■ REQUIREMENT ■
Scan the material below for every line with the string "thumb", and copy those lines.
++++
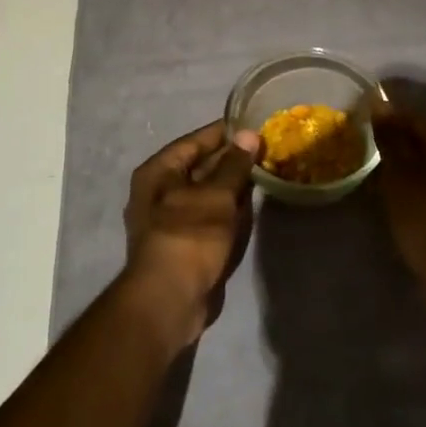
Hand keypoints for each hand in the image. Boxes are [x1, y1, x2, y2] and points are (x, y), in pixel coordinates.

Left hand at [121, 121, 261, 350]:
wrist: (169, 302)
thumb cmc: (189, 236)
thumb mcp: (217, 195)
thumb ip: (235, 164)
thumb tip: (249, 134)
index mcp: (159, 171)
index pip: (196, 141)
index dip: (225, 133)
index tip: (254, 125)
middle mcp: (159, 191)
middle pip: (201, 167)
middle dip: (232, 161)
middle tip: (266, 151)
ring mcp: (170, 219)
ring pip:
++++
■ YOUR SOLUTION ■
thumb cmc: (189, 236)
thumb mcp: (217, 195)
thumb ip: (235, 164)
thumb tip: (249, 134)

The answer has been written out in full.